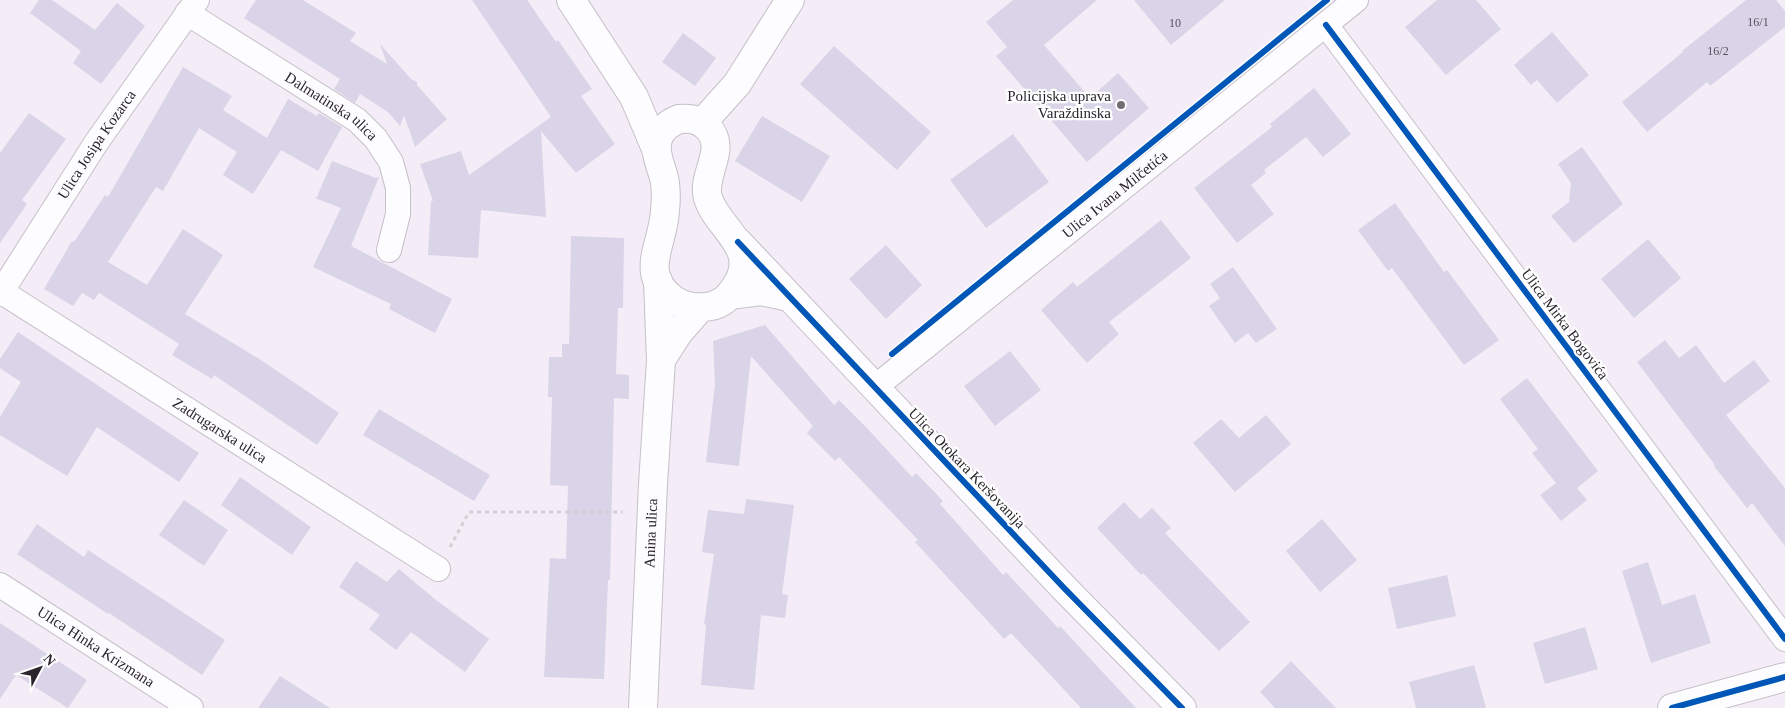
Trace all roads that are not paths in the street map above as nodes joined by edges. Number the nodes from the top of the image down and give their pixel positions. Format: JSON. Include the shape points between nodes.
{"nodes":[{"id":1,"x":571,"y":0,"type":"edge"},
{"id":2,"x":790,"y":0,"type":"edge"},
{"id":3,"x":1356,"y":0,"type":"edge"},
{"id":4,"x":192,"y":6,"type":"edge"},
{"id":5,"x":1326,"y":24,"type":"junction"},
{"id":6,"x":634,"y":97,"type":"junction"},
{"id":7,"x":699,"y":128,"type":"junction"},
{"id":8,"x":656,"y":149,"type":"junction"},
{"id":9,"x":738,"y":242,"type":"junction"},
{"id":10,"x":389,"y":250,"type":"dead end"},
{"id":11,"x":658,"y":281,"type":"junction"},
{"id":12,"x":1,"y":293,"type":"edge"},
{"id":13,"x":730,"y":295,"type":"junction"},
{"id":14,"x":790,"y":297,"type":"junction"},
{"id":15,"x":700,"y":308,"type":"junction"},
{"id":16,"x":662,"y":360,"type":"junction"},
{"id":17,"x":874,"y":388,"type":"junction"},
{"id":18,"x":438,"y":569,"type":"road end"},
{"id":19,"x":0,"y":584,"type":"edge"},
{"id":20,"x":1785,"y":639,"type":"edge"},
{"id":21,"x":1785,"y":677,"type":"edge"},
{"id":22,"x":191,"y":708,"type":"edge"},
{"id":23,"x":643,"y":708,"type":"edge"},
{"id":24,"x":1182,"y":708,"type":"edge"},
{"id":25,"x":1672,"y":708,"type":"edge"}],
"edges":[{"from":1,"to":6,"type":"main road","name":"Anina ulica"},
{"from":2,"to":7,"type":"main road","via":[[738,84]]},
{"from":3,"to":5,"type":"street","name":"Ulica Ivana Milčetića"},
{"from":4,"to":10,"type":"street","name":"Dalmatinska ulica","via":[[357,120],[376,139],[391,162],[398,188],[398,214]]},
{"from":4,"to":12,"type":"street","name":"Ulica Josipa Kozarca","via":[[96,143]]},
{"from":5,"to":17,"type":"street","name":"Ulica Ivana Milčetića"},
{"from":5,"to":20,"type":"street","name":"Ulica Mirka Bogovića"},
{"from":6,"to":7,"type":"main road"},
{"from":6,"to":8,"type":"main road","name":"Anina ulica"},
{"from":7,"to":8,"type":"main road","via":[[665,127]]},
{"from":7,"to":9,"type":"main road","name":"Ulica Otokara Keršovanija","via":[[716,153],[707,179],[710,206]]},
{"from":8,"to":11,"type":"main road","name":"Anina ulica","via":[[665,184],[666,210],[655,252],[654,268]]},
{"from":9,"to":13,"type":"main road","via":[[742,270]]},
{"from":9,"to":14,"type":"main road","name":"Ulica Otokara Keršovanija"},
{"from":11,"to":15,"type":"main road","via":[[676,302]]},
{"from":11,"to":16,"type":"main road","name":"Anina ulica"},
{"from":12,"to":18,"type":"street","name":"Zadrugarska ulica"},
{"from":13,"to":14,"type":"main road","via":[[761,291]]},
{"from":13,"to":15,"type":"main road","via":[[721,302]]},
{"from":14,"to":17,"type":"main road","name":"Ulica Otokara Keršovanija"},
{"from":15,"to":16,"type":"main road","name":"Anina ulica","via":[[679,332]]},
{"from":16,"to":23,"type":"main road","name":"Anina ulica"},
{"from":17,"to":24,"type":"main road","name":"Ulica Otokara Keršovanija"},
{"from":19,"to":22,"type":"street","name":"Ulica Hinka Krizmana"},
{"from":21,"to":25,"type":"main road"}]}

==========

Directions
Could you filter the entries above for lines holding the string "Keršovanija" and copy them?

Solution to the exercise
{"from":7,"to":9,"type":"main road","name":"Ulica Otokara Keršovanija","via":[[716,153],[707,179],[710,206]]},
{"from":9,"to":14,"type":"main road","name":"Ulica Otokara Keršovanija"},
{"from":14,"to":17,"type":"main road","name":"Ulica Otokara Keršovanija"},
{"from":17,"to":24,"type":"main road","name":"Ulica Otokara Keršovanija"},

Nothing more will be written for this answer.